━━ MATERIAL FOR THIS EXERCISE ━━

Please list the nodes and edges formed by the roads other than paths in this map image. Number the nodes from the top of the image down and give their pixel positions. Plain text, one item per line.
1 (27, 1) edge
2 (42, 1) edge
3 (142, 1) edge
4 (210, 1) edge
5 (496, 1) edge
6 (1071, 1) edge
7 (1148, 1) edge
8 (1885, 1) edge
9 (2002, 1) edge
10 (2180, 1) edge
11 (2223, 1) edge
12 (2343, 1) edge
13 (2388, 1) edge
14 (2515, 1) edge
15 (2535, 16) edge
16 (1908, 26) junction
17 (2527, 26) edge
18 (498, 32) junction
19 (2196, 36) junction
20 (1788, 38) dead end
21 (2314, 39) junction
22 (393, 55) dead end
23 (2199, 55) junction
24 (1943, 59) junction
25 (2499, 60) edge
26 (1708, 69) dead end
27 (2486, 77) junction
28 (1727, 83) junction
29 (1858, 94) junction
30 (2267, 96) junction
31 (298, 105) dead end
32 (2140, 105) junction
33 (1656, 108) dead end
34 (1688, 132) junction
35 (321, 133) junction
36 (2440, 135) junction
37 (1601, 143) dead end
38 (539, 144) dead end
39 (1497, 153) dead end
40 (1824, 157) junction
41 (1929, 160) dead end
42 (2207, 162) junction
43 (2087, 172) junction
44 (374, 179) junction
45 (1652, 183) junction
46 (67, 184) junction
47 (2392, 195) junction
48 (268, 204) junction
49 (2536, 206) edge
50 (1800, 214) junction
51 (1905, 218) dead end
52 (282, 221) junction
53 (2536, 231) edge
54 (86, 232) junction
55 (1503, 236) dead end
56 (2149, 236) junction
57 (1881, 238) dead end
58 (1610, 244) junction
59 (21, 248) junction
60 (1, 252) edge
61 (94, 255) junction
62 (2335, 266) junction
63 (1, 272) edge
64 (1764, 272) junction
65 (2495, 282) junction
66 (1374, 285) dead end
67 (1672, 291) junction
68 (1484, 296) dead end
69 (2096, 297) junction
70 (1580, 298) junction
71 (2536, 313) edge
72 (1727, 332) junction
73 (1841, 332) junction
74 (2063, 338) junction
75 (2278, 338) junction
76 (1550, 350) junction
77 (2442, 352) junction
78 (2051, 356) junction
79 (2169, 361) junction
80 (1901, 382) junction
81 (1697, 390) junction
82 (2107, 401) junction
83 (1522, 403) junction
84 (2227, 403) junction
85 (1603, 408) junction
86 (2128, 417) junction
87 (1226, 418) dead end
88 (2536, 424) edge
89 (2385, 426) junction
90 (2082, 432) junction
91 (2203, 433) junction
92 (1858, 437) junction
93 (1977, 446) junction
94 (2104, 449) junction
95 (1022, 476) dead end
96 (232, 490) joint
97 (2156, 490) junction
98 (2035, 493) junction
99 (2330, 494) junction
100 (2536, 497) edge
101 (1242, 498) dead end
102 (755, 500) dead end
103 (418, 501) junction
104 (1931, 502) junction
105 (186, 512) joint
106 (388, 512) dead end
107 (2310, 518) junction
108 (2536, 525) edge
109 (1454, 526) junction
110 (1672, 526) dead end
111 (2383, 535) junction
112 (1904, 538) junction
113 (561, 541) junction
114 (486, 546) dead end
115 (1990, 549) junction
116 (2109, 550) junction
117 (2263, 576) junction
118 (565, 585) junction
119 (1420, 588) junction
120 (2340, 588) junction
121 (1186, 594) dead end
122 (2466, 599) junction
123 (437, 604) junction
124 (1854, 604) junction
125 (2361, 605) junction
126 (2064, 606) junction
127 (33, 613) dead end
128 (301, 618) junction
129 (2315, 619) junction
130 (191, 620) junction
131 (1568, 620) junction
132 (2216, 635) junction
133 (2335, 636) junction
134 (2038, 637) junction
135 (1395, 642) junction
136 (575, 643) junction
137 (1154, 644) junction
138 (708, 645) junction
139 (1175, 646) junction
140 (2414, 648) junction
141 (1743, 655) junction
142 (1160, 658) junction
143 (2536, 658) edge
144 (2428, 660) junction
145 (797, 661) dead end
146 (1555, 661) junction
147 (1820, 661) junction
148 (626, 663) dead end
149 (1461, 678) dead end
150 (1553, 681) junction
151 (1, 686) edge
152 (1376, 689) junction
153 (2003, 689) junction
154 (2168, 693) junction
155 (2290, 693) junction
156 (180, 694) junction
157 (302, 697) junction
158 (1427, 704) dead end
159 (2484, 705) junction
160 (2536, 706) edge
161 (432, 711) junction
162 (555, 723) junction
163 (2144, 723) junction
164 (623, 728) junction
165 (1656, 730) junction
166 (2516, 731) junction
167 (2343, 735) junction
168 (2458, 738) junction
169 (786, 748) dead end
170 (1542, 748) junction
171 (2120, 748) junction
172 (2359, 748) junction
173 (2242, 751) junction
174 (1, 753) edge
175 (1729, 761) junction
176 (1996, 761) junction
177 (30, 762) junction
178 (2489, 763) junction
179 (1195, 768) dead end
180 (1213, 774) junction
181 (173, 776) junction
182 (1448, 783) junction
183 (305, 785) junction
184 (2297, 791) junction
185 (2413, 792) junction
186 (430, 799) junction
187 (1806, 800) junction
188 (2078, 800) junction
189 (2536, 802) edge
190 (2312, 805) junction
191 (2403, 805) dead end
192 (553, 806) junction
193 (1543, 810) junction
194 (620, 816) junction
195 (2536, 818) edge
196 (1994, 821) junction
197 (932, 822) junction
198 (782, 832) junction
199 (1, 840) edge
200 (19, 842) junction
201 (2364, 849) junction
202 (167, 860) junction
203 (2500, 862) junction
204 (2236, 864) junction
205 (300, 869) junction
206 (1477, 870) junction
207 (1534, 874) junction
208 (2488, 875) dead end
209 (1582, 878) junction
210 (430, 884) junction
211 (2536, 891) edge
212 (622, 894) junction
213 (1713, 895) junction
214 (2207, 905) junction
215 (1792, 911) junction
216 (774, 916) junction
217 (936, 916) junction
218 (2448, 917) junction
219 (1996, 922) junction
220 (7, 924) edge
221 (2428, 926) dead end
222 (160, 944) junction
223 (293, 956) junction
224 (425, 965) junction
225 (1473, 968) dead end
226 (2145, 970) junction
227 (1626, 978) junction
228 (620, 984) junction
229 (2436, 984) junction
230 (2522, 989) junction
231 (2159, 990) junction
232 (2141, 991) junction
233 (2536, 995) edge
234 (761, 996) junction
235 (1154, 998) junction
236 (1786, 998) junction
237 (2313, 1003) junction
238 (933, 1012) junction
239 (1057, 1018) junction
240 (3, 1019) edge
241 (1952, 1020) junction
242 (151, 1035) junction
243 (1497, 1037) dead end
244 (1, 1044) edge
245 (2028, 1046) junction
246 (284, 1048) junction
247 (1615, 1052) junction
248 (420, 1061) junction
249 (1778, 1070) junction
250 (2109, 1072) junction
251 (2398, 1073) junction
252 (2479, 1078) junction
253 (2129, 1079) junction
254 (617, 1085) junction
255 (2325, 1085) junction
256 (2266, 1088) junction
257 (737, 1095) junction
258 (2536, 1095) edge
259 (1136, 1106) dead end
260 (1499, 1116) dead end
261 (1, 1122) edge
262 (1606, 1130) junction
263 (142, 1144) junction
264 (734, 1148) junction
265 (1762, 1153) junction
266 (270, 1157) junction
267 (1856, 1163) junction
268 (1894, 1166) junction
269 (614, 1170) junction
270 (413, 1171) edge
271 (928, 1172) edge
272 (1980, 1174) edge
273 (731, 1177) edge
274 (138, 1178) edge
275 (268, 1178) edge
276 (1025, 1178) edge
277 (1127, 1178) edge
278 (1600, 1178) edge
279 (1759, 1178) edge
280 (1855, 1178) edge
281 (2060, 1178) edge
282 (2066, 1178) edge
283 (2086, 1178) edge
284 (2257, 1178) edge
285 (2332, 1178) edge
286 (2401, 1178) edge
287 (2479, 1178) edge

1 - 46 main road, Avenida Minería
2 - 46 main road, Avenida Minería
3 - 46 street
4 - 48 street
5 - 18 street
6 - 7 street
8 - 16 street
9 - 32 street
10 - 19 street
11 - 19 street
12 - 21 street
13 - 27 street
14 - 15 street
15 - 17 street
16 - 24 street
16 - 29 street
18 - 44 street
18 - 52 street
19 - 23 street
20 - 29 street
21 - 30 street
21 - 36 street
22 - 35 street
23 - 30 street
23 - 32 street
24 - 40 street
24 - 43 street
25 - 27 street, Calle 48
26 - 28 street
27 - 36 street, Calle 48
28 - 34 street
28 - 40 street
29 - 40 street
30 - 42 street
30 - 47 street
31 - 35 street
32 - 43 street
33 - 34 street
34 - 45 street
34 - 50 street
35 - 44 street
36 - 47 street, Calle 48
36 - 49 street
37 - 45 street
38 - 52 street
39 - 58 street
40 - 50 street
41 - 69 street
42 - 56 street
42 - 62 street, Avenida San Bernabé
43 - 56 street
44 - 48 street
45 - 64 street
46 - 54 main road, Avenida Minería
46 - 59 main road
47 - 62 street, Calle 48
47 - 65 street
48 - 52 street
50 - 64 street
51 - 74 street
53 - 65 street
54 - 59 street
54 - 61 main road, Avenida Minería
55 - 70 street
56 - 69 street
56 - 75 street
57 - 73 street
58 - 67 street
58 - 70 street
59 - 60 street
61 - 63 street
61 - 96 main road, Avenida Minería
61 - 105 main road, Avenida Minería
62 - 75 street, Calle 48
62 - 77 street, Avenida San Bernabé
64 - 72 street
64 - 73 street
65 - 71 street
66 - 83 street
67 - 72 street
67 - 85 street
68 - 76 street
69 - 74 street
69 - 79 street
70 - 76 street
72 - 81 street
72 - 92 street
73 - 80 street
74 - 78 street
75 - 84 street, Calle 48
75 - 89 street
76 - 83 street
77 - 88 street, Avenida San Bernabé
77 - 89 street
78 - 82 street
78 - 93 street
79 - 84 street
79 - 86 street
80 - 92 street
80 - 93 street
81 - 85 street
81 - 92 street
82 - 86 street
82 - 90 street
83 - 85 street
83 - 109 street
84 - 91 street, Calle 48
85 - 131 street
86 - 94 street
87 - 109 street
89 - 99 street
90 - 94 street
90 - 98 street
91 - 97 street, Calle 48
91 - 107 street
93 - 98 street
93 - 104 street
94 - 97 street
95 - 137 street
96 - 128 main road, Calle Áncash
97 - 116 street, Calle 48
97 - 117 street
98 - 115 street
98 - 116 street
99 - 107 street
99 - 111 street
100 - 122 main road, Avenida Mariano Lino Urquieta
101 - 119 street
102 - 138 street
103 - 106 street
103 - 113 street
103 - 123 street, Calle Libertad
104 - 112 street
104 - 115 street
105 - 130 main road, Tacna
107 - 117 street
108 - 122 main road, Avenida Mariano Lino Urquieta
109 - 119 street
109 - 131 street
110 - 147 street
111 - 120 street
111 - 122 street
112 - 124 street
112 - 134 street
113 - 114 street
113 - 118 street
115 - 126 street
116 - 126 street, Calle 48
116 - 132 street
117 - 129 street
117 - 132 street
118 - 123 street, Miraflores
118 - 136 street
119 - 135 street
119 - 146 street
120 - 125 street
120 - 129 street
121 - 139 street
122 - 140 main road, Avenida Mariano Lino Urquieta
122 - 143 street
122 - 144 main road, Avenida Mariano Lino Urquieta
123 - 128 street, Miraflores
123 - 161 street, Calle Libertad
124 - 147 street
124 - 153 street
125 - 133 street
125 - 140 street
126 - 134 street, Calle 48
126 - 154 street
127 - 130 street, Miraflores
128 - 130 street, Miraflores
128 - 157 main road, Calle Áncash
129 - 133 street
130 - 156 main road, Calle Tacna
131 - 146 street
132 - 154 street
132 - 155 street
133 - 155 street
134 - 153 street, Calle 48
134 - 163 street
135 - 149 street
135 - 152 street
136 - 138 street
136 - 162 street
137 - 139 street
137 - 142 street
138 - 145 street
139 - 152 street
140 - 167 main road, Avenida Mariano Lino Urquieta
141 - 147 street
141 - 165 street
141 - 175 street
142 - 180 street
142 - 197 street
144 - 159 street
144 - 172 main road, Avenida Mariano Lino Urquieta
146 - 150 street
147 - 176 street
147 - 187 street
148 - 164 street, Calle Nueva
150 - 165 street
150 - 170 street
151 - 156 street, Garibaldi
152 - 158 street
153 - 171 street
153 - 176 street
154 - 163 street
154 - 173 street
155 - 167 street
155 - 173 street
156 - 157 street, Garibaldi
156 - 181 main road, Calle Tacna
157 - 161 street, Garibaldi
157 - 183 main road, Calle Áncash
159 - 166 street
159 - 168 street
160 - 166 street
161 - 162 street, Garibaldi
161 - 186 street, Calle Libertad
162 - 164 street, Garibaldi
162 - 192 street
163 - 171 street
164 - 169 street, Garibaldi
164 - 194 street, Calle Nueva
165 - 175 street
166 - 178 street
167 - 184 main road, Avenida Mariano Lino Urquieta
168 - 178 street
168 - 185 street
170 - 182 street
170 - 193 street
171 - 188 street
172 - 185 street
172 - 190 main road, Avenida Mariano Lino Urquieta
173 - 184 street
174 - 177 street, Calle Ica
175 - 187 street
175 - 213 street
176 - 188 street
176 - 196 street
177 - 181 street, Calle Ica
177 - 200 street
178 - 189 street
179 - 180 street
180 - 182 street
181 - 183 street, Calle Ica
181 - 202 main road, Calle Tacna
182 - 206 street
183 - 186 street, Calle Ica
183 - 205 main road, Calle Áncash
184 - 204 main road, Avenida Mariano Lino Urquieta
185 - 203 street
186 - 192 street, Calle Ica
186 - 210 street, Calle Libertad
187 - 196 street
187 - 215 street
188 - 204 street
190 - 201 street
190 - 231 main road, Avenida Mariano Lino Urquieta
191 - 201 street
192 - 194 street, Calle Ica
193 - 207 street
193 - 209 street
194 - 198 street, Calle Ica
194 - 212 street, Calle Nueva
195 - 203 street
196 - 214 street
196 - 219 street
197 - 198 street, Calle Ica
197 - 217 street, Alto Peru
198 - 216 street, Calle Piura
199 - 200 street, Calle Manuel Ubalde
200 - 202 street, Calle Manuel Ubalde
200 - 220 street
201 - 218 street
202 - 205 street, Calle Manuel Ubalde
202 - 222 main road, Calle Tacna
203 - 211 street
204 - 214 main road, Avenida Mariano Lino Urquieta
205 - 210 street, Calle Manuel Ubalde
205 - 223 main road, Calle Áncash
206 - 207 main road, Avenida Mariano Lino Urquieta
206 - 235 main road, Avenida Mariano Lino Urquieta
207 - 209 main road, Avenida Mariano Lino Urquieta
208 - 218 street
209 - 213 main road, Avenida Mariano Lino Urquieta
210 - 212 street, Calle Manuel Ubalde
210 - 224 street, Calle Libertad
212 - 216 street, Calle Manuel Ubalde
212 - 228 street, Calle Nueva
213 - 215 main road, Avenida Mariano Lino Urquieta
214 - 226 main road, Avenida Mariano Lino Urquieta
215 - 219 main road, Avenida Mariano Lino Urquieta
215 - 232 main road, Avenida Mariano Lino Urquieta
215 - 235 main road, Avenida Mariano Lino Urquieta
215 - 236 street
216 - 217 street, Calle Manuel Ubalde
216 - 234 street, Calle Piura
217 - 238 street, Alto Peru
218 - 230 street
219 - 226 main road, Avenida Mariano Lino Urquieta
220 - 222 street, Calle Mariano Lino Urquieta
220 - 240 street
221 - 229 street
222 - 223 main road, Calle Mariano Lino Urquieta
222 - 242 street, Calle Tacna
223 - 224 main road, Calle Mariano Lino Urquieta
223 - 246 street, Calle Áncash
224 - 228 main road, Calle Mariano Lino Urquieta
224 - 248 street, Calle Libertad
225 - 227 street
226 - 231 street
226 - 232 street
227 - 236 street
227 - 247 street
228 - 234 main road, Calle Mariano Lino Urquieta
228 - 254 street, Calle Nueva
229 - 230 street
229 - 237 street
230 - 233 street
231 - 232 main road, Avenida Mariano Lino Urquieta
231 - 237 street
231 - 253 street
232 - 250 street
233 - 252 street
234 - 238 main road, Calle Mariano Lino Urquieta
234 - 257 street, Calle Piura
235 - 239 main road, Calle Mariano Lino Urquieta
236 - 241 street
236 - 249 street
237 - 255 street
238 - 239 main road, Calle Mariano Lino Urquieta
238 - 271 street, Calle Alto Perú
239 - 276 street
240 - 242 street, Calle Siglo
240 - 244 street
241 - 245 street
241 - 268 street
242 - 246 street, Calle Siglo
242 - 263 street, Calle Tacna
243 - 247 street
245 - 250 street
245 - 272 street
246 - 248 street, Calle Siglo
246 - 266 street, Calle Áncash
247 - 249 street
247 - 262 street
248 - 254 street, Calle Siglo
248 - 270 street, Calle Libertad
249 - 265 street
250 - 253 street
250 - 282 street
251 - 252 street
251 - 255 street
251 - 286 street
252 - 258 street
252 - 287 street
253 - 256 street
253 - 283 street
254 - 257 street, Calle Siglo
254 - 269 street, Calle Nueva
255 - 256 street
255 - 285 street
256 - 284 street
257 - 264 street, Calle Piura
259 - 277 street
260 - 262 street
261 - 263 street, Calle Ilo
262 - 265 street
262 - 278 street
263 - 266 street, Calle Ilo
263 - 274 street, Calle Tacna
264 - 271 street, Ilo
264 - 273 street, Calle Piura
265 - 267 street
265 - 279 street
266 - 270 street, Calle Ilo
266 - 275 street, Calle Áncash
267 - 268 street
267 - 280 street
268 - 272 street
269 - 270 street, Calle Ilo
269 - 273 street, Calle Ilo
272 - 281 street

━━━

In the entries above, some lines hold the string "Libertad". Copy each of them.

103 - 123 street, Calle Libertad
123 - 161 street, Calle Libertad
161 - 186 street, Calle Libertad
186 - 210 street, Calle Libertad
210 - 224 street, Calle Libertad
224 - 248 street, Calle Libertad
248 - 270 street, Calle Libertad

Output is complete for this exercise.